RDS Snapshots
RDS snapshots have multiple purposes: migrations, backups, etc. When RDS DB instances are created using the Cloud Platform RDS terraform module, an IAM user account is created for management purposes. This user can create, delete, copy, and restore RDS snapshots.
This team runbook provides technical guidance for testing and verifying the RDS snapshot restoration process.
Prerequisites
Before performing an RDS restore from snapshot:
- Ensure you have AWS CLI access with appropriate permissions
- Verify the existence of snapshots for the target database
- Identify the correct DB instance identifier
- Check any existing snapshots with potential naming conflicts
Considerations
- The amount of manual snapshots per AWS account is limited, so it’s important to cleanup old snapshots
- Daily snapshots are provided “out of the box”, and do not count towards the “Manual Snapshots” total
- Managing snapshots is the teams’ responsibility (as are snapshot restores), so teams are responsible for cleaning up unneeded manual snapshots in order to avoid hitting our AWS account limits
Restoring live services from an RDS DB snapshot
If you want to restore your production RDS DB instance from a previous snapshot, either because the database is corrupted or the whole database was deleted, here is the procedure:
1. Get the Database Instance Identifier
aws rds describe-db-instances --query 'DBInstances[*].[DBInstanceIdentifier]' --output text
Or, alternatively:
cloud-platform decode-secret -n <your namespace> -s <the secret storing your RDS details>
Look for a line like this in the output:
{
"rds_instance_address": "cloud-platform-abcdefghij.abcdefghijkl.eu-west-2.rds.amazonaws.com"
}
The db-instance-identifier
is the cloud-platform-abcdefghij
part.
For more detailed information about a specific instance:
aws rds describe-db-instances --db-instance-identifier <db-instance-identifier>
Example output will include critical information:
{
"DBInstanceIdentifier": "cloud-platform-klmno12345",
"DBInstanceClass": "db.t4g.micro",
"Engine": "mysql",
"DBInstanceStatus": "available",
"MasterUsername": "cpuser123",
"DBName": "dbexample123",
"Endpoint": {
"Address": "cloud-platform-klmno12345.cdwm328dlye6.eu-west-2.rds.amazonaws.com",
"Port": 3306,
"HostedZoneId": "Z1TTGA775OQIYO"
},
"AllocatedStorage": 20,
"InstanceCreateTime": "2025-02-18T15:32:07.509000+00:00",
"PreferredBackupWindow": "03:29-03:59",
"BackupRetentionPeriod": 7
}
2. List Available Snapshots
aws rds describe-db-snapshots --db-instance-identifier <db-instance-identifier> --query 'DBSnapshots[*].[DBSnapshotIdentifier,SnapshotCreateTime]' --output text
This will list all available snapshots for the specified database along with their creation timestamps.

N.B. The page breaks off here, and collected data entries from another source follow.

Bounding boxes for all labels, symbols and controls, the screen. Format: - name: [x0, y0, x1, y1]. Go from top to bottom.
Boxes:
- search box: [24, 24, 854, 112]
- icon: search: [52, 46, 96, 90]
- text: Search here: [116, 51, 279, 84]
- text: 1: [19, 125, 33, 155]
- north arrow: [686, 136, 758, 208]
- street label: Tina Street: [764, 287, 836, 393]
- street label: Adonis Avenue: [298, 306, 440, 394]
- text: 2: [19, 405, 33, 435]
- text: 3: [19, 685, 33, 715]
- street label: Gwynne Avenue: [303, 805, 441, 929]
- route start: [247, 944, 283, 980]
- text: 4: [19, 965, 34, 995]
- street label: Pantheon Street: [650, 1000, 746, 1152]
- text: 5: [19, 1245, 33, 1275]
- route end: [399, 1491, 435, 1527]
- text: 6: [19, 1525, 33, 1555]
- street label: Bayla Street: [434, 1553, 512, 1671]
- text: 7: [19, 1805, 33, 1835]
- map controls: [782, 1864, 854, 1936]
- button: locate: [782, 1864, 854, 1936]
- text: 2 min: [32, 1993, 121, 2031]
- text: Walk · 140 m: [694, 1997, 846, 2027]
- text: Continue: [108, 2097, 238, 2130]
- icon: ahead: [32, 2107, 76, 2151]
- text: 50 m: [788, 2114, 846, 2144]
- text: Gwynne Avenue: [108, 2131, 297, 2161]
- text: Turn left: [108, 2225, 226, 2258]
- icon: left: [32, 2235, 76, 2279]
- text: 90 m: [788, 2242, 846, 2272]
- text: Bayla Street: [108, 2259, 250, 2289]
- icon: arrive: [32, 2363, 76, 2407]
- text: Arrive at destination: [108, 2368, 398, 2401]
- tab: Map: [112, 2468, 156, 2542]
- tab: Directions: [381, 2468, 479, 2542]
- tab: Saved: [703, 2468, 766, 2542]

5. Add SKIP_FILE to Pause Pipeline
Important: Before making any changes to the RDS configuration, you must first create a PR to add a SKIP_FILE:
- Create a PR to add an
APPLY_PIPELINE_SKIP_THIS_NAMESPACE
file at the root of the namespace - Merged it
- Update your local repo with the latest changes from main branch
This ensures the pipeline doesn’t try to apply changes while you’re in the middle of the restoration process.
4. Create a Test Database with Sample Data (For Testing)
Before proceeding with any live restoration, it’s recommended to test the process:
3.1 Seed Test Data Process
- Create a port-forward pod to establish connection with the RDS database:
kubectl -n <namespace> run -it --rm --image=mysql:5.7 mysql-client -- bash
- Connect to the RDS database:
mysql -h127.0.0.1 -P3306 -u<username> -p<password>
Example:
bash
mysql -h127.0.0.1 -P3306 -ucpuser123 -pmysecretpassword
- Select your database:
USE <database_name>;
Example:
sql
USE dbexample123;
- Create a test table:
CREATE TABLE IF NOT EXISTS restore_test (
id INT AUTO_INCREMENT PRIMARY KEY,
info VARCHAR(255)
);
- Seed test data:
INSERT INTO restore_test (info) VALUES ('Test entry 1'), ('Test entry 2');
- Verify data insertion:
SELECT * FROM restore_test;
3.2 Create a Manual Snapshot
Before making any changes, create a manual snapshot as a safety measure:
aws rds create-db-snapshot \
--db-instance-identifier <db-instance-identifier> \
--db-snapshot-identifier <custom-identifier-with-date>
5. Verify Storage Configuration
Check the current storage allocation settings for the database:
aws rds describe-db-instances --db-instance-identifier <db-instance-identifier>
Note the AllocatedStorage
and MaxAllocatedStorage
values. By default, these are set to 20GB and 500GB respectively if not explicitly defined in the module.
6. Modify the RDS Module for Restoration
Create a PR to modify the RDS module in the rds.tf
file to include:
module "example_team_rds" {
source = "github.com/ministryofjustice/cloud-platform-terraform-rds-instance?ref=5.1"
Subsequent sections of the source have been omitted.